NEW YORK -- When Mitt Romney addressed donors at a private campaign fundraiser on April 15, the presumptive Republican nominee described Fox News viewers as "true believers" and said the campaign would have to go beyond the Roger Ailes-run network to reach independent and women voters in the general election.
Though Romney told conservative radio host Laura Ingraham a few days later that Fox News also has "a lot of independent" and Democratic viewers, the suggestion to donors was that his campaign's media strategy should extend beyond Fox News in the general election. And yet, that's still where Romney has headed most frequently since Rick Santorum, his chief Republican rival, dropped out of the race.
Since that Palm Beach fundraiser, Romney has appeared six times on Fox News -- more than on all other national broadcast and cable networks combined. Romney also recently gave his first interview following a controversial Washington Post piece, which reported that he had bullied closeted gay classmates in high school, to "Fox & Friends" co-host Brian Kilmeade, who questioned the paper's motivations on his radio show.
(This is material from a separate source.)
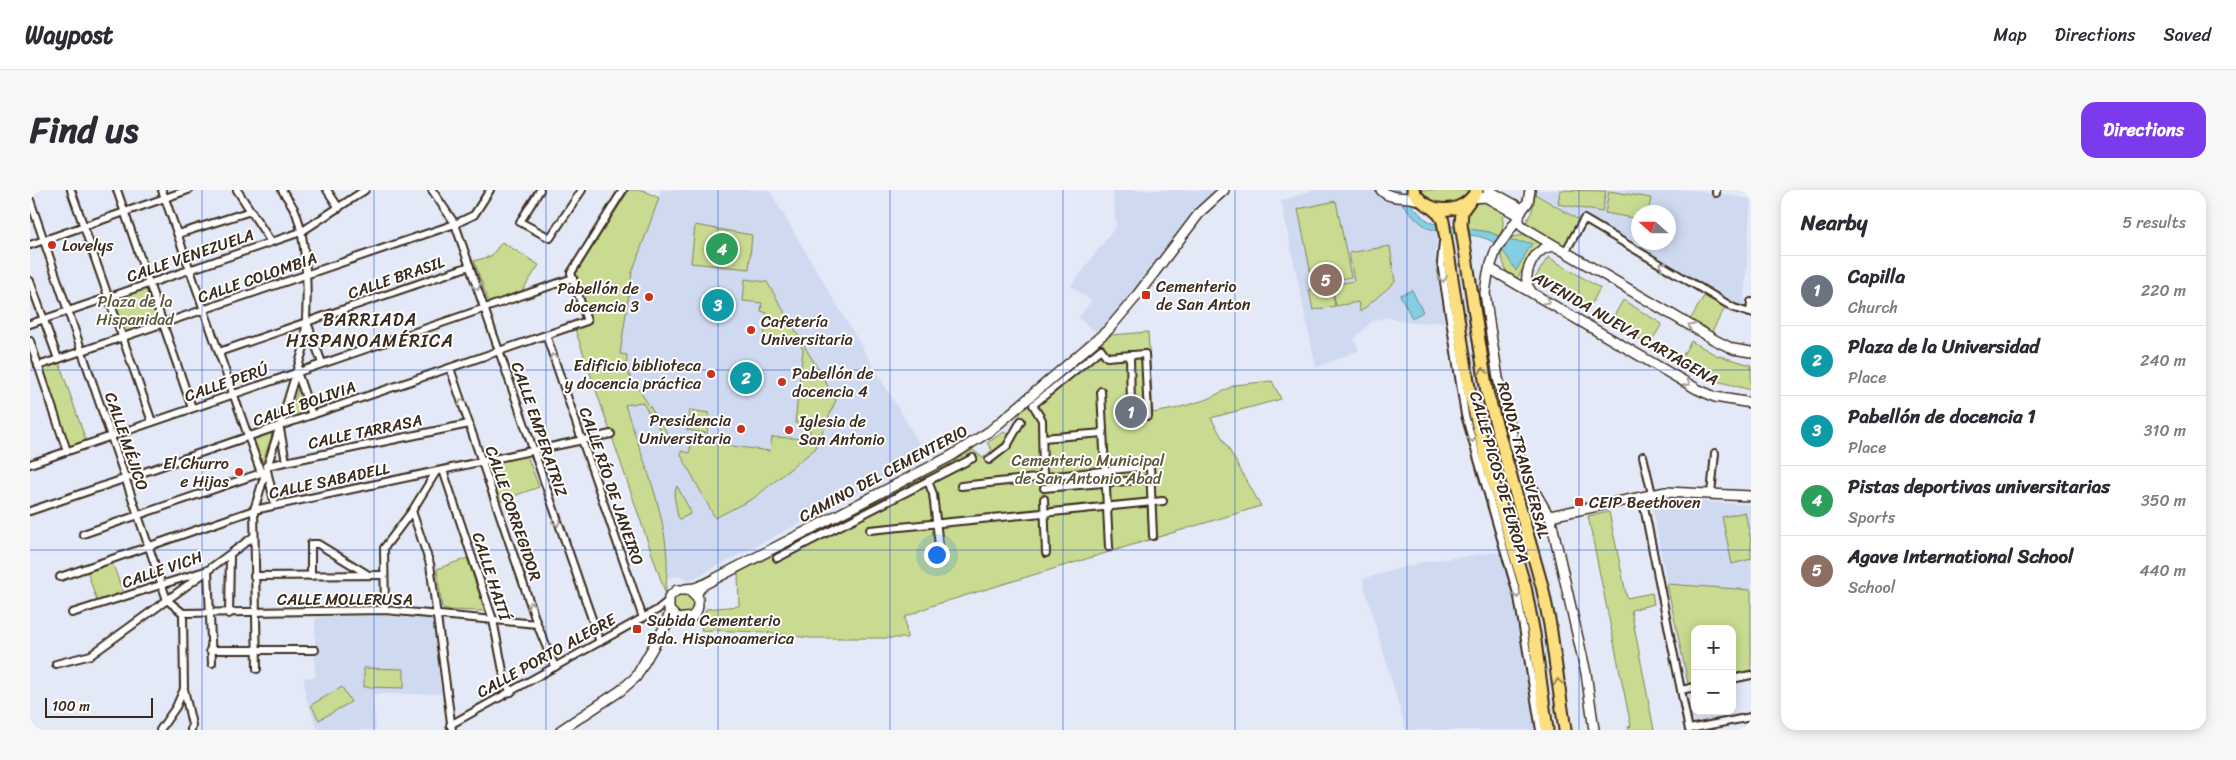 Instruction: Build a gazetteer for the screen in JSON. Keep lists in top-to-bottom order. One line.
{"streets":{"highway":["RONDA TRANSVERSAL"],"main road":["AVENIDA NUEVA CARTAGENA","CAMINO DEL CEMENTERIO","CALLE PICOS DE EUROPA"],"street":["CALLE VENEZUELA","CALLE COLOMBIA","CALLE BRASIL","CALLE PERÚ","CALLE BOLIVIA","CALLE EMPERATRIZ","CALLE TARRASA","CALLE MÉJICO","CALLE SABADELL","CALLE RÍO DE JANEIRO","CALLE CORREGIDOR","CALLE VICH","CALLE HAITÍ","CALLE MOLLERUSA","CALLE PORTO ALEGRE"]},"crossings":[["CALLE VENEZUELA","CALLE MÉJICO"],["CALLE COLOMBIA","CALLE EMPERATRIZ"],["CALLE COLOMBIA","CALLE MÉJICO"],["CALLE BRASIL","CALLE EMPERATRIZ"],["AVENIDA NUEVA CARTAGENA","CALLE PICOS DE EUROPA"],["CALLE PERÚ","CALLE BOLIVIA"],["CALLE PERÚ","CALLE EMPERATRIZ"],["CALLE PERÚ","CALLE MÉJICO"],["CALLE BOLIVIA","CALLE EMPERATRIZ"],["CALLE BOLIVIA","CALLE MÉJICO"],["CALLE BOLIVIA","CALLE RÍO DE JANEIRO"],["CALLE BOLIVIA","CALLE CORREGIDOR"],["CALLE EMPERATRIZ","CALLE SABADELL"],["CALLE EMPERATRIZ","CALLE PORTO ALEGRE"],["CALLE TARRASA","CALLE MÉJICO"],["CALLE TARRASA","CALLE CORREGIDOR"],["CALLE MÉJICO","CALLE SABADELL"],["CALLE MÉJICO","CALLE VICH"],["RONDA TRANSVERSAL","CALLE PICOS DE EUROPA"],["CAMINO DEL CEMENTERIO","CALLE PORTO ALEGRE"],["CALLE SABADELL","CALLE RÍO DE JANEIRO"],["CALLE SABADELL","CALLE CORREGIDOR"],["CALLE SABADELL","CALLE HAITÍ"],["CALLE RÍO DE JANEIRO","CALLE PORTO ALEGRE"],["CALLE CORREGIDOR","CALLE MOLLERUSA"],["CALLE CORREGIDOR","CALLE PORTO ALEGRE"],["CALLE HAITÍ","CALLE MOLLERUSA"],["CALLE HAITÍ","CALLE PORTO ALEGRE"]],"one_way":["CALLE EMPERATRIZ","CALLE RÍO DE JANEIRO","CALLE CORREGIDOR"],"districts":["BARRIADA HISPANOAMÉRICA"],"parks":["Plaza de la Hispanidad","Cementerio Municipal de San Antonio Abad"],"places":{"other":["Lovelys","Pabellón de docencia 3","Cafetería Universitaria","Edificio biblioteca y docencia práctica","Pabellón de docencia 4","Presidencia Universitaria","Iglesia de San Antonio","El Churro e Hijas"],"transit":["Cementerio de San Anton","CEIP Beethoven","Subida Cementerio Bda. Hispanoamerica"]},"scale_bar":"100 m","north":"left","page":{"header":"Waypost","nav":["Map","Directions","Saved"],"title":"Find us","buttons":"Directions","heading":["Nearby","5 results"],"pins":["4","5","3","2","1"],"list":[{"mark":"1","name":"Capilla","note":"Church","value":"220 m"},{"mark":"2","name":"Plaza de la Universidad","note":"Place","value":"240 m"},{"mark":"3","name":"Pabellón de docencia 1","note":"Place","value":"310 m"},{"mark":"4","name":"Pistas deportivas universitarias","note":"Sports","value":"350 m"},{"mark":"5","name":"Agave International School","note":"School","value":"440 m"}],"map_buttons":["+","−"],"scale":"100 m"}} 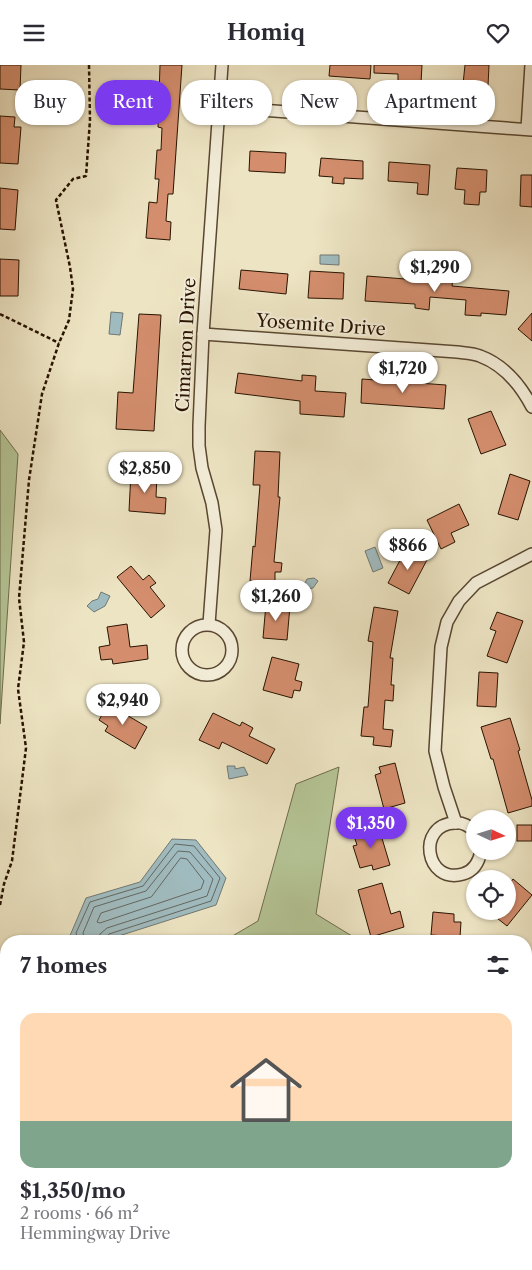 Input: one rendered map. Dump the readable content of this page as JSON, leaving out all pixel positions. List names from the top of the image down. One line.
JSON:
{"streets":{"street":["Yosemite Drive","Cimarron Drive"]},"crossings":[["Yosemite Drive","Cimarron Drive"]],"north":"right","page":{"header":"Homiq","chip":["Buy","Rent","Filters","New","Apartment"],"price":["$1,290","$1,720","$2,850","$866","$1,260","$2,940","$1,350"],"heading":"7 homes","list":[{"name":"$1,350/mo","note":"2 rooms · 66 m² · Hemmingway Drive"}]}}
In nearly six weeks, Romney has done four other national TV interviews -- CNN, CNBC, ABC and CBS -- two of which were joint interviews with his wife, Ann Romney. He's also spoken to numerous local TV stations.
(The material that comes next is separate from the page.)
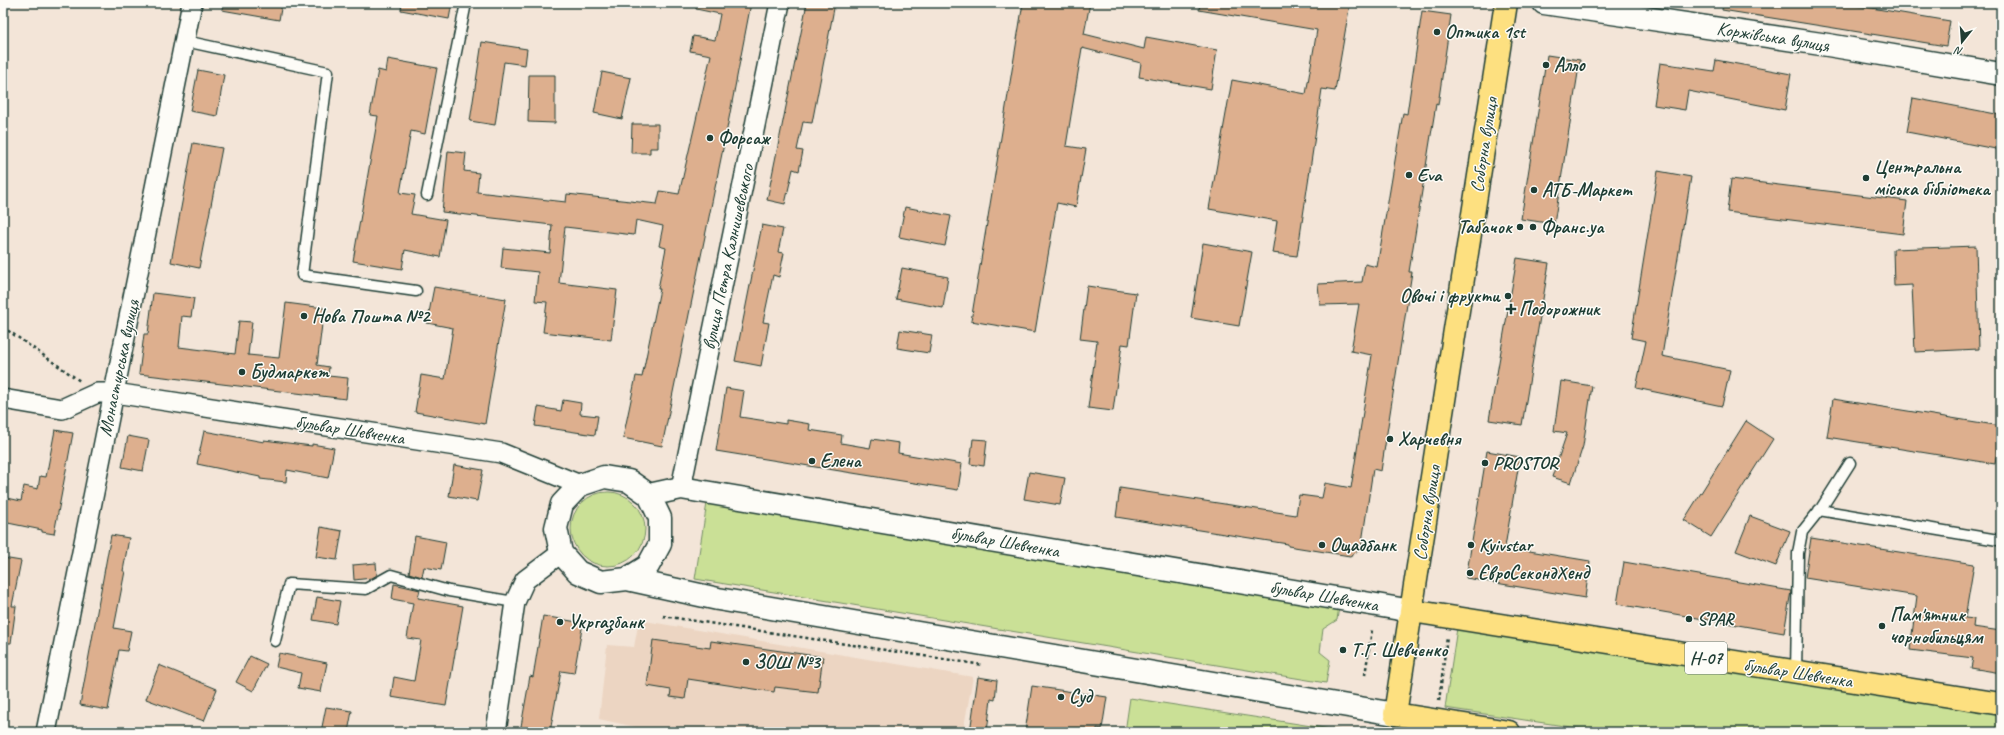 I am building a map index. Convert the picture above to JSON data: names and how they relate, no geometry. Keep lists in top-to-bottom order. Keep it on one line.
{"streets":{"main road":["Коржівська вулиця","Соборна вулиця","бульвар Шевченка","Н-07"],"street":["вулиця Петра Калнишевського","Монастирська вулиця"]},"crossings":[["Соборна вулиця","бульвар Шевченка"],["вулиця Петра Калнишевського","бульвар Шевченка"],["Монастирська вулиця","бульвар Шевченка"]],"places":{"other":["Оптика 1st","Алло","Форсаж","Eva","Центральна міська бібліотека","АТБ-Маркет","Табачок","Франс.уа","Овочі і фрукти","Нова Пошта №2","Будмаркет","Харчевня","Елена","PROSTOR","Ощадбанк","Kyivstar","ЄвроСекондХенд","SPAR","Укргазбанк","Пам'ятник чорнобильцям","Т.Г. Шевченко","ЗОШ №3","Суд"],"health":["Подорожник"]},"north":"bottom"}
Romney's latest Fox News appearance was on Thursday's "Fox & Friends," where he fielded several questions about President Barack Obama that would likely appeal most to so-called "true believers."
"Would you go as far as Rush Limbaugh did yesterday in saying this is the first president in modern time who's going to run a campaign against capitalism?" co-host Gretchen Carlson asked.
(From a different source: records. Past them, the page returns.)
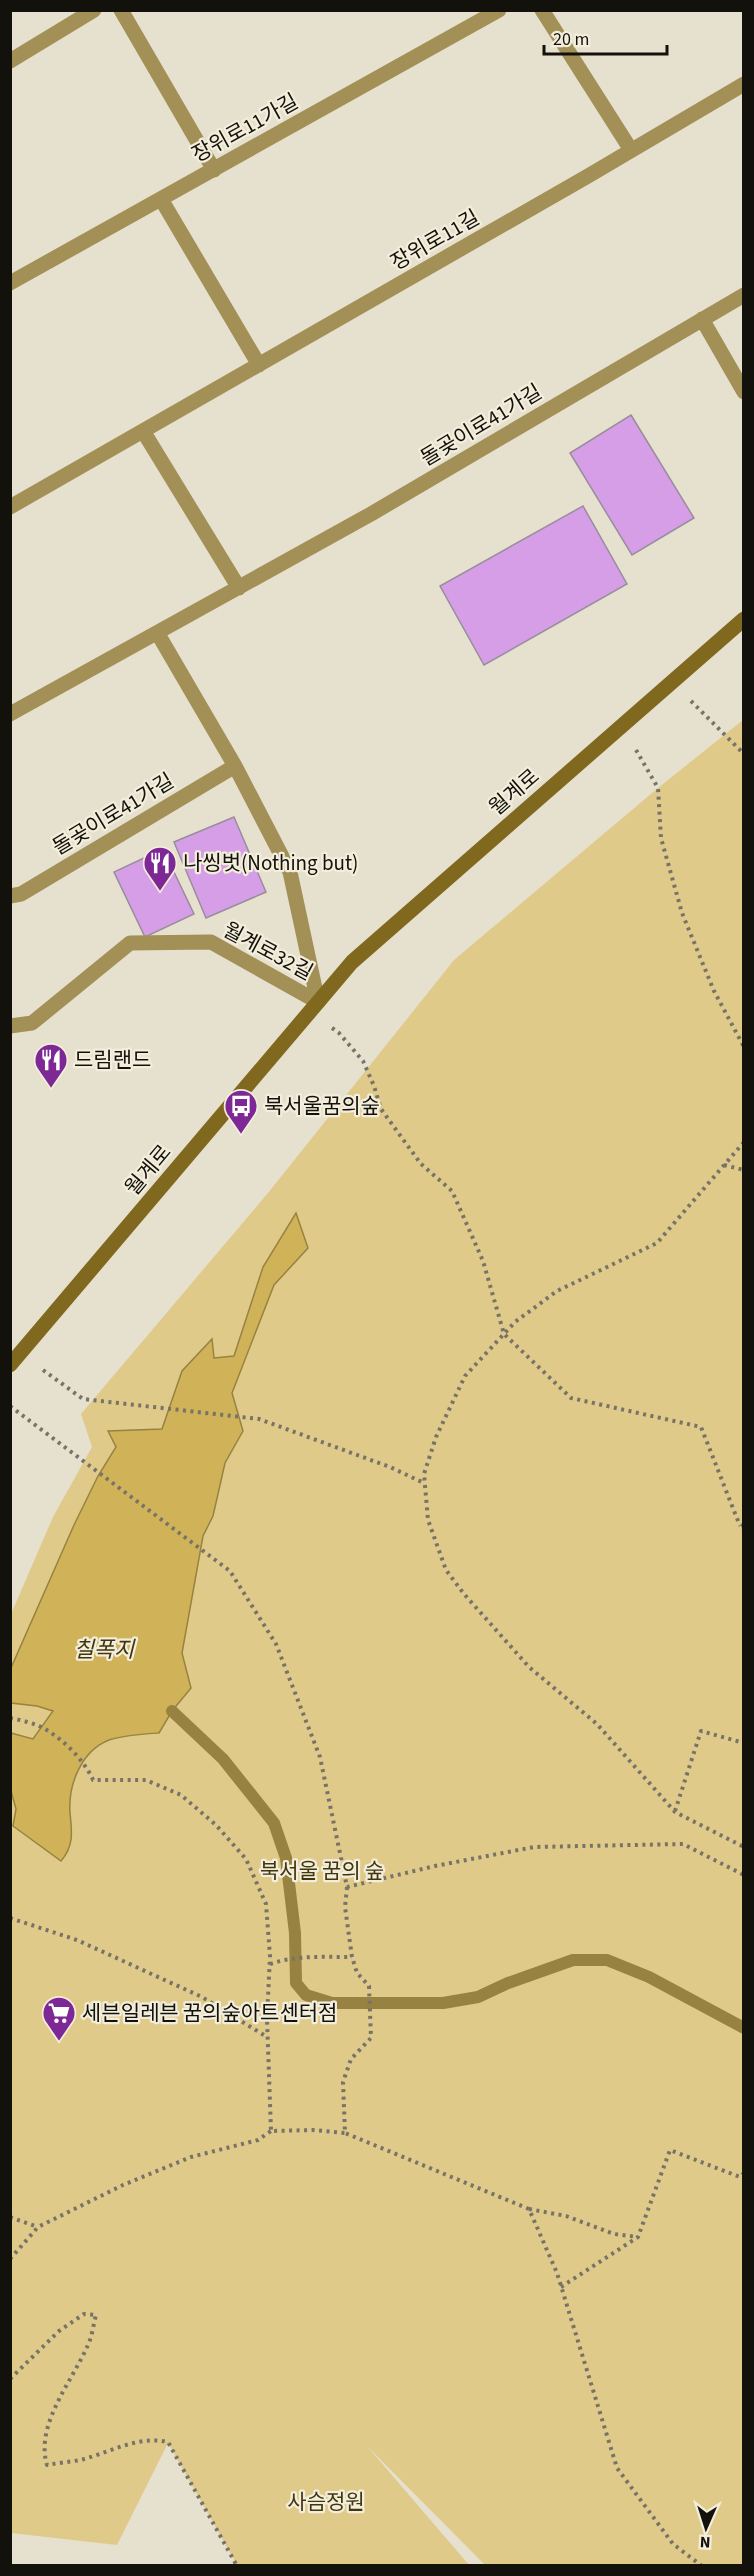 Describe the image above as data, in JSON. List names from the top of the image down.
{
  "streets": {
    "main road": ["월계로"],
    "street": [
      "장위로11가길",
      "장위로11길",
      "돌곶이로41가길",
      "월계로32길"
    ]
  },
  "crossings": [
    ["월계로", "월계로32길"]
  ],
  "water": ["칠폭지"],
  "parks": ["북서울 꿈의 숲", "사슴정원"],
  "places": {
    "restaurant": ["나씽벗(Nothing but)", "드림랜드"],
    "bus stop": ["북서울꿈의숲"],
    "supermarket": ["세븐일레븐 꿈의숲아트센터점"]
  },
  "scale_bar": "20 m",
  "north": "bottom"
}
"Well, it certainly sounds like that's what he's doing," Romney responded. "There's no question but that he's attacking capitalism, in part, I think, because he doesn't understand how the free economy works."
After wrapping up the Romney interview, Carlson teased the show's next segment, labeled "America's 'Poor,'" by noting that Obama is "making class warfare key to his campaign."
Romney faced some tougher questions from Fox News hosts during the primary fight, while other other Republicans were still vying to take on Obama. He had a tense sit-down with "Special Report" anchor Bret Baier in December and another tough interview a few months later with Megyn Kelly.
During the primary, Romney appeared twice on "Fox News Sunday," but he otherwise avoided the Sunday morning public affairs shows, even as his Republican rivals made the weekend rounds. Though Romney did such shows and magazine profiles while running in 2008, his campaign decided early on to limit national media exposure this time around. But Sunday show hosts hope he comes around for the general election.
Last month, "Face the Nation" host Bob Schieffer told The Huffington Post that he's tried to get Romney on his long-running public affairs show. "I call at least two or three times a week, and they keep saying maybe, maybe, maybe next week," Schieffer said. "But they never do."
"Meet the Press" host David Gregory has mentioned on-air that Romney hasn't accepted the show's "longstanding invitation."
Romney adviser Eric Fehrnstrom told The Huffington Post last month that Romney hopes to do all the Sunday shows "over the course of the campaign."
While Romney has skipped most of the traditional Sunday morning stops so far, he has been increasing his outreach to conservative media outlets. He recently had a private meeting with dozens of conservative columnists, reporters and bloggers. "The basic message I got is the primary's over and we want you on our side and working with the campaign," one attendee told The Huffington Post.
Romney hasn't strictly limited himself to conservative media outlets. On Wednesday, he sat down for a lengthy interview with Time's Mark Halperin.
The Romney campaign had no immediate comment about its national TV strategy.